_Task item_:
Search the data for the word "Domingo" and copy every line that contains it.

Stored data entries:
+---+
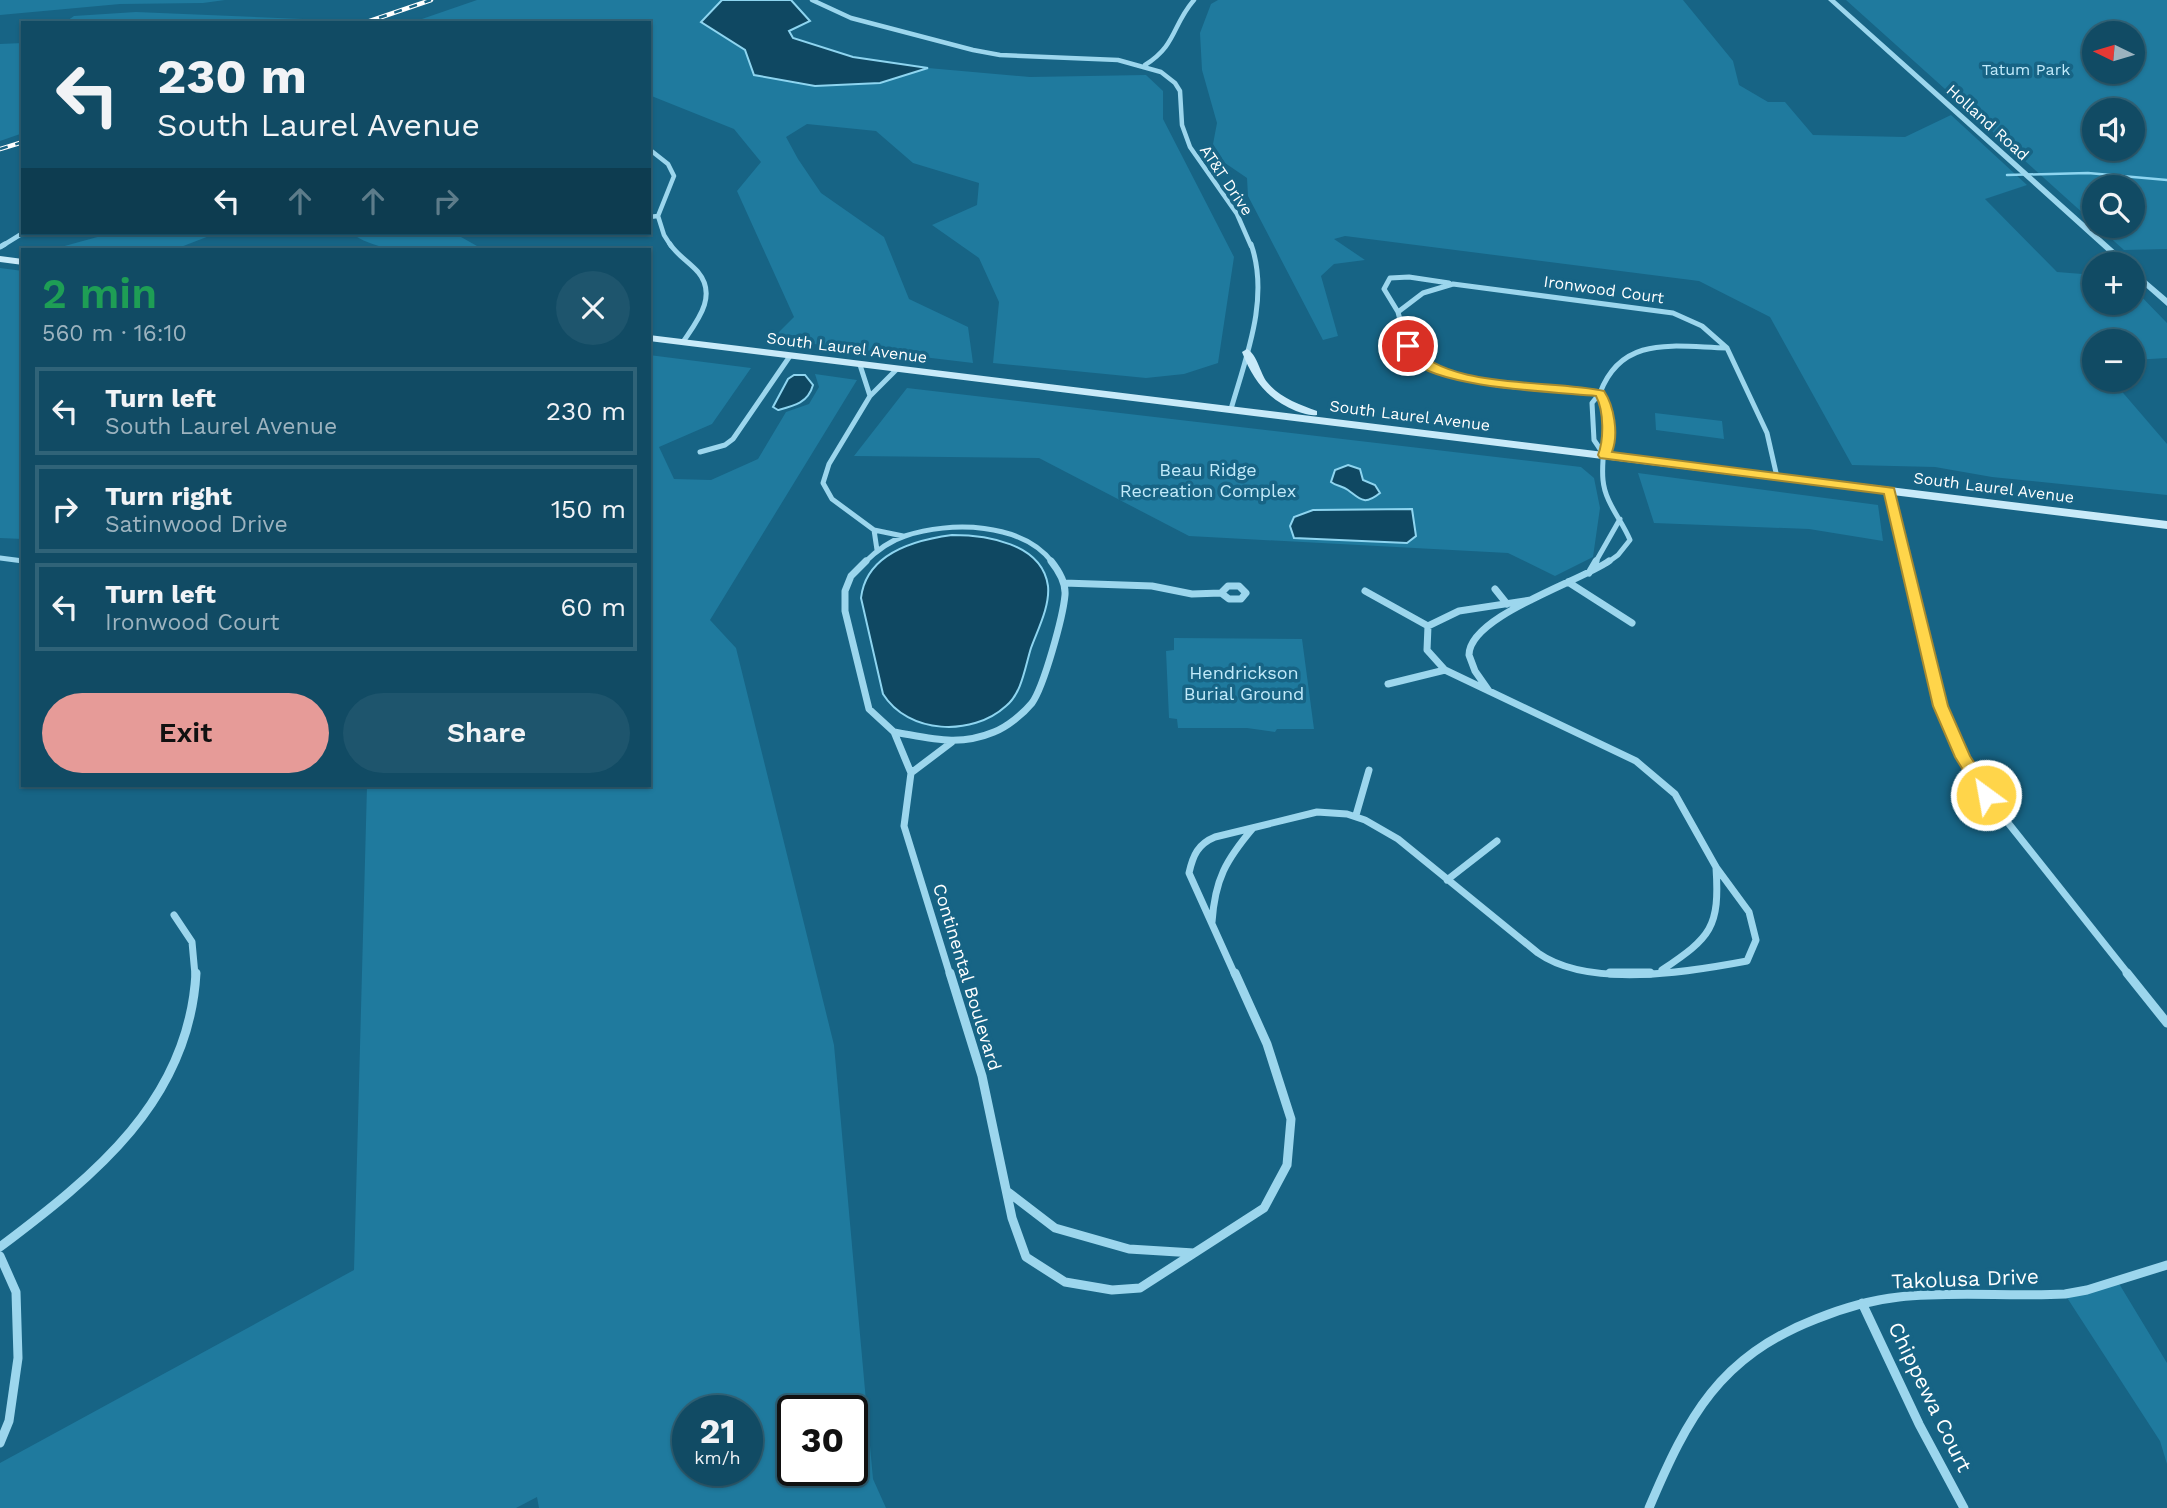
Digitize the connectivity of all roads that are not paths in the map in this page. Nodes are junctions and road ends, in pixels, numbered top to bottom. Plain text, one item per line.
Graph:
1 (812, 0) edge
2 (1194, 0) edge
3 (1831, 0) edge
4 (1144, 65) junction
5 (651, 150) edge
6 (2021, 171) joint
7 (651, 216) edge
8 (658, 216) junction
9 (21, 234) edge
10 (0, 247) edge
11 (2113, 252) edge
12 (0, 259) edge
13 (21, 262) edge
14 (2145, 282) edge
15 (1453, 284) junction
16 (2167, 303) edge
17 (1398, 312) junction
18 (651, 338) edge
19 (683, 342) junction
20 (1727, 348) junction
21 (1247, 352) junction
22 (790, 356) junction
23 (860, 365) junction
24 (897, 369) junction
25 (1600, 393) junction
26 (870, 396) junction
27 (1231, 409) junction
28 (1593, 420) junction
29 (1607, 421) junction
30 (1351, 424) junction
31 (700, 452) dead end
32 (1604, 455) junction
33 (1777, 477) junction
34 (1890, 491) junction
35 (1620, 519) junction
36 (2167, 526) edge
37 (874, 530) junction
38 (904, 536) junction
39 (877, 550) junction
40 (0, 558) edge
41 (21, 561) edge
42 (1589, 574) junction
43 (1568, 582) junction
44 (1065, 583) junction
45 (1495, 589) dead end
46 (1364, 591) dead end
47 (1221, 593) dead end
48 (1531, 600) junction
49 (1507, 604) junction
50 (1632, 623) dead end
51 (1428, 626) junction
52 (1445, 670) junction
53 (1388, 684) dead end
54 (1490, 692) junction
55 (894, 732) junction
56 (952, 742) junction
57 (1368, 770) dead end
58 (911, 773) junction
59 (1356, 814) junction
60 (1254, 827) junction
61 (1497, 842) dead end
62 (1716, 867) junction
63 (1447, 880) junction
64 (174, 915) dead end
65 (1212, 925) junction
66 (1661, 971) junction
67 (2167, 1023) edge
68 (1008, 1192) junction
69 (0, 1247) edge
70 (1195, 1253) junction
71 (0, 1256) edge
72 (2167, 1265) edge
73 (1862, 1303) junction
74 (0, 1443) edge
75 (1649, 1508) edge
76 (1964, 1508) edge

1 - 4 street, AT&T Drive
2 - 4 street
3 - 6 street, Holland Road
4 - 21 street, AT&T Drive
5 - 8 street
6 - 11 street, Holland Road
7 - 8 street
8 - 19 street
9 - 10 street
12 - 13 main road
14 - 16 street
15 - 17 street, Ironwood Court
15 - 17 street, Ironwood Court
15 - 20 street, Ironwood Court
17 - 25 street, Ironwood Court
18 - 19 main road, South Laurel Avenue
19 - 22 main road, South Laurel Avenue
20 - 25 street
20 - 33 street, Ironwood Court
21 - 27 street, AT&T Drive
21 - 30 main road
22 - 23 main road, South Laurel Avenue
22 - 31 street
23 - 24 main road, South Laurel Avenue
23 - 26 street
24 - 26 street
24 - 27 main road, South Laurel Avenue
25 - 28 street
25 - 29 street
26 - 37 street
27 - 30 main road, South Laurel Avenue
28 - 29 street
28 - 32 street
29 - 32 street
30 - 32 main road, South Laurel Avenue
32 - 33 main road, South Laurel Avenue
32 - 35 street
33 - 34 main road, South Laurel Avenue
34 - 36 main road, South Laurel Avenue
34 - 67 street
35 - 42 street
35 - 42 street
37 - 38 street
37 - 39 street
38 - 39 street
38 - 44 street
39 - 55 street
40 - 41 street
42 - 43 street
43 - 48 street
43 - 50 street
44 - 47 street
44 - 56 street
45 - 49 street
46 - 51 street
48 - 49 street
48 - 54 street
49 - 51 street
51 - 52 street
52 - 53 street
52 - 54 street, Continental Boulevard
54 - 62 street, Continental Boulevard
55 - 56 street
55 - 58 street
56 - 58 street
57 - 59 street
58 - 68 street, Continental Boulevard
59 - 60 street, Continental Boulevard
59 - 63 street, Continental Boulevard
60 - 65 street, Continental Boulevard
60 - 65 street, Continental Boulevard
61 - 63 street
62 - 66 street, Continental Boulevard
62 - 66 street, Continental Boulevard
63 - 66 street, Continental Boulevard
64 - 69 street
65 - 70 street, Continental Boulevard
68 - 70 street
68 - 70 street, Continental Boulevard
71 - 74 street
72 - 73 street, Takolusa Drive
73 - 75 street, Takolusa Drive
73 - 76 street, Chippewa Court

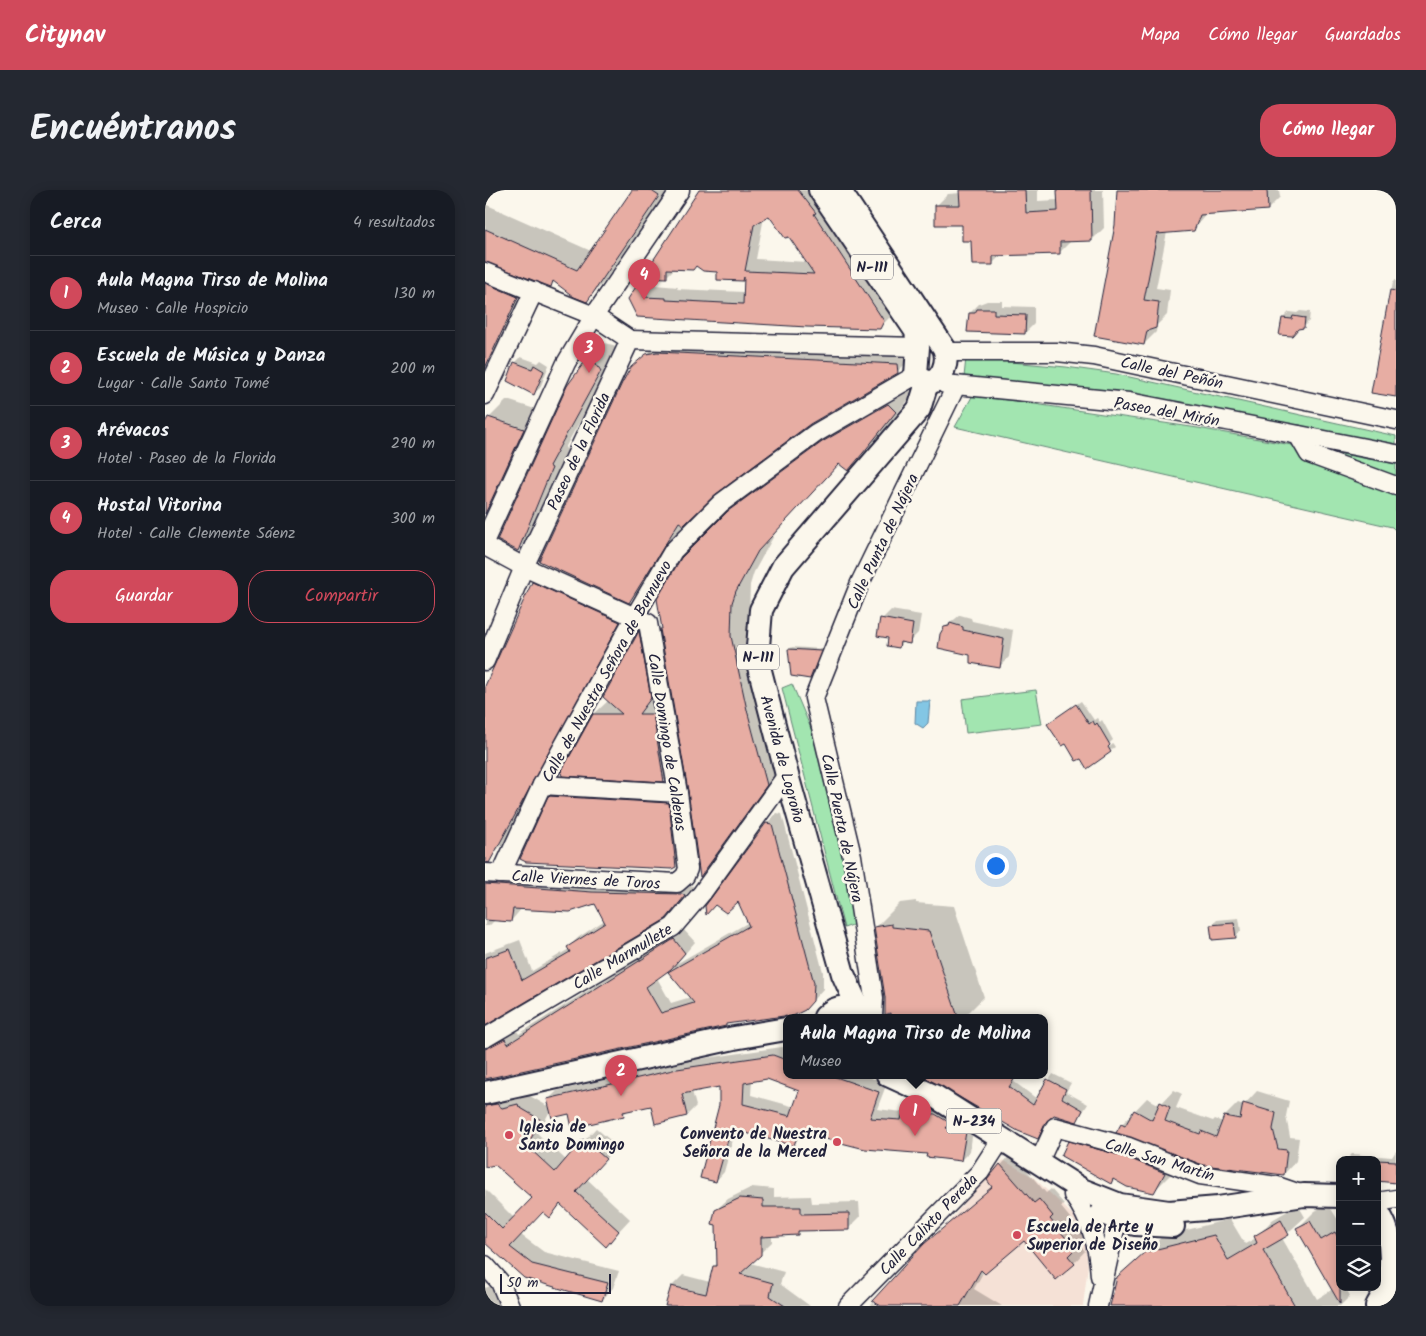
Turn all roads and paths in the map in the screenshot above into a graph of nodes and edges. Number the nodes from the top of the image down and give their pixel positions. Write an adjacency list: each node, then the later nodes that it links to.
1 (680, 190): 6 (street)
2 (820, 190): 8 (main road, N-111)
3 (839, 190): 9 (main road, N-111)
4 (485, 272): 5 (street)
5 (535, 290): 6 (street); 11 (street)
6 (594, 316): 7 (street); 16 (street)
7 (630, 340): 8 (street); 18 (street, Paseo de la Florida)
8 (918, 347): 9 (main road); 10 (main road)
9 (943, 348): 10 (main road); 12 (street, Calle del Peñón)
10 (934, 381): 13 (street, Paseo del Mirón); 19 (street, Calle de Nuestra Señora de Barnuevo); 21 (street, Calle Punta de Nájera); 22 (main road, Avenida de Logroño / N-111)
11 (485, 395)
12 (1396, 420)
13 (1298, 435): 14 (street, Paseo del Mirón); 15 (street)
14 (1396, 454)
15 (1396, 486)
16 (485, 540)
17 (485, 546): 18 (street)
18 (524, 568): 19 (street); 20 (street, Paseo de la Florida)
19 (635, 616): 23 (street, Calle de Nuestra Señora de Barnuevo); 24 (street, Calle Domingo de Calderas)
20 (485, 661)
21 (815, 698): 31 (street, Calle Puerta de Nájera)
22 (787, 775): 27 (main road, Avenida de Logroño / N-111); 34 (street, Calle Marmullete)
23 (542, 785): 24 (street); 25 (street, Calle de Nuestra Señora de Barnuevo)
24 (678, 793): 26 (street, Calle Domingo de Calderas)
25 (493, 874): 26 (street, Calle Viernes de Toros)
26 (685, 876)
27 (844, 977): 28 (main road); 30 (main road, Avenida de Logroño / N-111)
28 (829, 1014): 29 (main road)
29 (864, 1014)
30 (865, 1014)
31 (866, 1014)
32 (783, 1030): 33 (main road)
33 (740, 1037): 35 (main road); 37 (main road)
34 (485, 1038)
35 (783, 1043)
36 (899, 1079): 38 (main road, N-234)
37 (485, 1093)
38 (1002, 1138): 39 (main road, N-234); 53 (street, Calle Calixto Pereda)
39 (1042, 1166): 40 (main road); 41 (street, Calle San Martín); 46 (main road, N-234)
40 (1073, 1195): 48 (main road); 51 (street)
41 (1304, 1195): 42 (main road, N-234); 43 (main road, N-234)
42 (1336, 1196)
43 (1272, 1199): 46 (main road, N-234); 48 (main road)
44 (1396, 1200): 45 (street)
45 (1381, 1202)
46 (1205, 1209): 48 (street)
47 (1381, 1217): 50 (main road)
48 (1127, 1218): 51 (street)
49 (485, 1265): 52 (street)
50 (1386, 1296)
51 (1099, 1300)
52 (512, 1305)
53 (850, 1305)

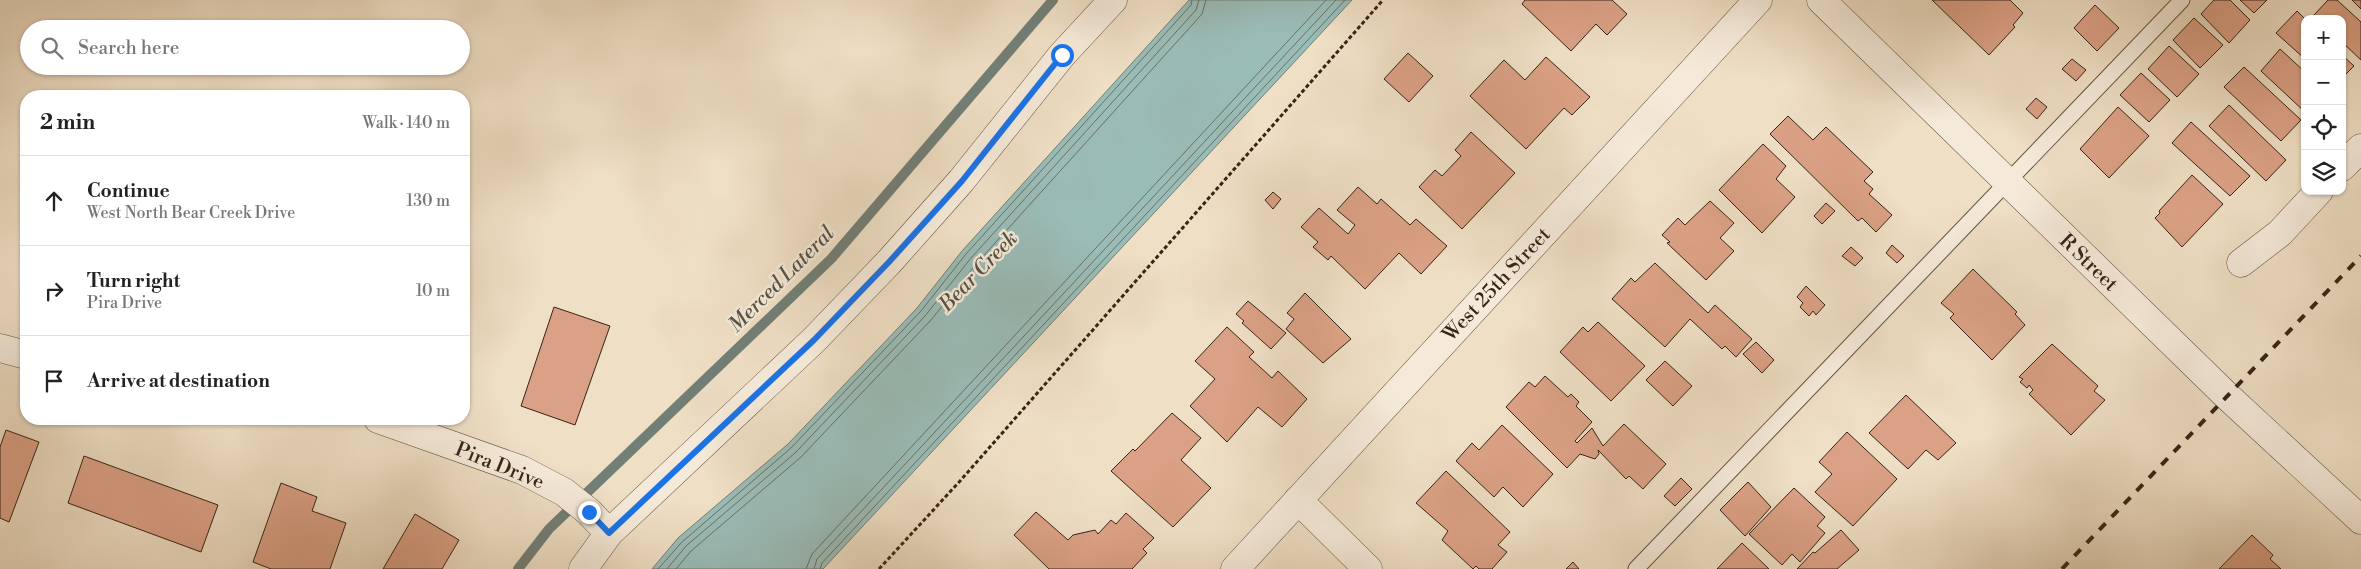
+---+
_Result of this task_:
19 (635, 616): 23 (street, Calle de Nuestra Señora de Barnuevo); 24 (street, Calle Domingo de Calderas)
24 (678, 793): 26 (street, Calle Domingo de Calderas)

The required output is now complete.